## REQUIRED WORK
When a line in the records contains the string "main", copy that line.

Stored data entries
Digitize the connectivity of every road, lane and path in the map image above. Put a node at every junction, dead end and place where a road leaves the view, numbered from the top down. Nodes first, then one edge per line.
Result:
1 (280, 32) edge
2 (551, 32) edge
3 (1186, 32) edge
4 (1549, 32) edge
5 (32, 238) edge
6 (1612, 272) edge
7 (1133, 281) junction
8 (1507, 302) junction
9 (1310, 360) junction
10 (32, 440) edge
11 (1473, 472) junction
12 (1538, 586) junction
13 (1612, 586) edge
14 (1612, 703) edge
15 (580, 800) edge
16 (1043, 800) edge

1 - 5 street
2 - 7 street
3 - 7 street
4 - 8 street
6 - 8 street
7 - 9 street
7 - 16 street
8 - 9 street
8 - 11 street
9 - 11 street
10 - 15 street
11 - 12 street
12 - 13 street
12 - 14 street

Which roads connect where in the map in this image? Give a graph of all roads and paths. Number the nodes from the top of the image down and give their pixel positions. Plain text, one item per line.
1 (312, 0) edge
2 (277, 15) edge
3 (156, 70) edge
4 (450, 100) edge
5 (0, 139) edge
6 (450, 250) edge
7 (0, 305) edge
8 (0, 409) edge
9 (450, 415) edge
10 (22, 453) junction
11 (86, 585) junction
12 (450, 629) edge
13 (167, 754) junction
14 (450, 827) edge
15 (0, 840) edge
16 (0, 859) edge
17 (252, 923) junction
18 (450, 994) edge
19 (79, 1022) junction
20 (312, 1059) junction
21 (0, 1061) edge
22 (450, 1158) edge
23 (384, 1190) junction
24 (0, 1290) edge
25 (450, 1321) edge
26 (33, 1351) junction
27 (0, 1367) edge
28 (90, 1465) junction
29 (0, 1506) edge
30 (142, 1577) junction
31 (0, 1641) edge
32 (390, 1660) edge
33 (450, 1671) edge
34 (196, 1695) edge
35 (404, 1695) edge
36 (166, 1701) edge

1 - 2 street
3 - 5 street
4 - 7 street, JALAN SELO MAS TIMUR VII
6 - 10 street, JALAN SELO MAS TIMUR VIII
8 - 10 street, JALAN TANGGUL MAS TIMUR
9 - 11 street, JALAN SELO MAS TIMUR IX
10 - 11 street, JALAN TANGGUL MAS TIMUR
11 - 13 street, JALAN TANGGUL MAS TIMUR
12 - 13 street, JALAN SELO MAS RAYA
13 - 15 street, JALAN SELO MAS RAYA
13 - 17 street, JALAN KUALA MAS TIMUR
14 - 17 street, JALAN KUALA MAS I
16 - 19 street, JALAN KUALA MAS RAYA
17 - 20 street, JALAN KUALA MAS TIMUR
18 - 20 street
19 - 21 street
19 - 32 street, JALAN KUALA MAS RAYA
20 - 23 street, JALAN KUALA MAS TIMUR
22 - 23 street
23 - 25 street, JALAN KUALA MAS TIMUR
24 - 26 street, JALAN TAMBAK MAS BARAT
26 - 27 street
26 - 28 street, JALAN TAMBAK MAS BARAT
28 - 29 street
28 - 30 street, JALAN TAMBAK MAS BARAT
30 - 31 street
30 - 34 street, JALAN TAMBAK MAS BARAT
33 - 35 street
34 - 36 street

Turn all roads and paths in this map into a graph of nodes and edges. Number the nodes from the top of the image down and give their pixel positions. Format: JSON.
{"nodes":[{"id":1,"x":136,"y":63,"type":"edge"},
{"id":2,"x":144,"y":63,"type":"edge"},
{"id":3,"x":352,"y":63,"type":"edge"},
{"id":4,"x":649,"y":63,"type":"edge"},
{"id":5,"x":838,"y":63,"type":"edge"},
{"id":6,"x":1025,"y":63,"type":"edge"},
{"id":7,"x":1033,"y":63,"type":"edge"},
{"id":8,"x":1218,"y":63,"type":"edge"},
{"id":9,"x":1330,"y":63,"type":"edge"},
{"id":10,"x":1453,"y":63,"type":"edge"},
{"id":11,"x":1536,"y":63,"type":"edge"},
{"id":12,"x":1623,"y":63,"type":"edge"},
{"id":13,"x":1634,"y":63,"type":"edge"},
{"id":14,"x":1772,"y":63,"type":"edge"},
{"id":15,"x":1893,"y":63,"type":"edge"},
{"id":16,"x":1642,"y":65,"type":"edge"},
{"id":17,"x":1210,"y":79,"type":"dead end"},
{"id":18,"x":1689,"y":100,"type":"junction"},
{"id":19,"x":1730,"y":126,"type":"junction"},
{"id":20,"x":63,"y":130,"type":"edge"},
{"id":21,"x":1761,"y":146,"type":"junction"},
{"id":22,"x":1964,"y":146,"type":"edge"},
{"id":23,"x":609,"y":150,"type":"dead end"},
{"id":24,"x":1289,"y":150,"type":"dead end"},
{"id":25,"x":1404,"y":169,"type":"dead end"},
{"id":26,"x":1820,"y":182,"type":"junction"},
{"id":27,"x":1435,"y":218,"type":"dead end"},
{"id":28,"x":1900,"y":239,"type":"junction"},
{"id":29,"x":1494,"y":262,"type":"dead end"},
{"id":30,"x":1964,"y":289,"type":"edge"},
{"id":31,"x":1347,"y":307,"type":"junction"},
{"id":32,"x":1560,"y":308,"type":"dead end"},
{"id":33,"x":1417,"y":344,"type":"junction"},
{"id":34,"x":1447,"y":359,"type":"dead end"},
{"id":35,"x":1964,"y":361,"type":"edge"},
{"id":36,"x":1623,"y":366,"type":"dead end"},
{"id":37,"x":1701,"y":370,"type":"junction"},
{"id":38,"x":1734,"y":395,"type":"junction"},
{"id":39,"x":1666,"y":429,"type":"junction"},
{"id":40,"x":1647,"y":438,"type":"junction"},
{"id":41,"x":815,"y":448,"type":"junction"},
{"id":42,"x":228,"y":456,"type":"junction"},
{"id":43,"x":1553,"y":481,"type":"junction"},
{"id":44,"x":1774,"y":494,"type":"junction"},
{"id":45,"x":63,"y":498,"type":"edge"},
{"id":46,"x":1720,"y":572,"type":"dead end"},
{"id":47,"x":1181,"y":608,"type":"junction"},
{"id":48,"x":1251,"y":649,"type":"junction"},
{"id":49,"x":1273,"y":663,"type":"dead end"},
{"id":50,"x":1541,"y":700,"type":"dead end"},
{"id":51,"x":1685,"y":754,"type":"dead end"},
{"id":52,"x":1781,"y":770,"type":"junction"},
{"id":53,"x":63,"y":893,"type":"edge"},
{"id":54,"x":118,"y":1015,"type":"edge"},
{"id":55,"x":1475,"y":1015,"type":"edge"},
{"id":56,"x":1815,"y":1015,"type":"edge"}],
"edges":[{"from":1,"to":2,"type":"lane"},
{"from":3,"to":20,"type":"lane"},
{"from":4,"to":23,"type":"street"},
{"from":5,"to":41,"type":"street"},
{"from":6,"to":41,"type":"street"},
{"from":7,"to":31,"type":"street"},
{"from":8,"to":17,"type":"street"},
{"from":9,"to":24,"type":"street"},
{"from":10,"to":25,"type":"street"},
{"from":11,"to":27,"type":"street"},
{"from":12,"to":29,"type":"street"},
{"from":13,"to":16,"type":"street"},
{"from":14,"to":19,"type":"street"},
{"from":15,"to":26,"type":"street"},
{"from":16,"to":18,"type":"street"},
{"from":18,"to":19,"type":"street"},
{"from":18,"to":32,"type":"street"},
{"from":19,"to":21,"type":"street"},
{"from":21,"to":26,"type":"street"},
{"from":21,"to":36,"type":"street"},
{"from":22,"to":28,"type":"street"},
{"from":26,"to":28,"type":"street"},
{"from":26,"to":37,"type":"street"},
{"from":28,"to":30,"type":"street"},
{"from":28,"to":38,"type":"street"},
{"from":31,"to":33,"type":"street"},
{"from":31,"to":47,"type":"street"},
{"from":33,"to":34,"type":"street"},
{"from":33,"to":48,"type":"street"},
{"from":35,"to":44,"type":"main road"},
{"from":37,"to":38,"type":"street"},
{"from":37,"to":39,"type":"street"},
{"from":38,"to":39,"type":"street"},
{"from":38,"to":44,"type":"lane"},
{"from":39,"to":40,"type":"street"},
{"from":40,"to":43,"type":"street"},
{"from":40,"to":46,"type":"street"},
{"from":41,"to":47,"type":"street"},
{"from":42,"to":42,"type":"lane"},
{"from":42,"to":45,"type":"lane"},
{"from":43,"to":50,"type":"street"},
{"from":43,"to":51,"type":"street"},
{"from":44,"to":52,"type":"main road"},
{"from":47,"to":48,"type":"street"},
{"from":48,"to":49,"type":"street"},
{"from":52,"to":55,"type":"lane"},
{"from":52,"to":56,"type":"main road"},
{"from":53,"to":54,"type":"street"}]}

## ANSWER TO THIS EXERCISE
{"from":35,"to":44,"type":"main road"},
{"from":44,"to":52,"type":"main road"},
{"from":52,"to":56,"type":"main road"},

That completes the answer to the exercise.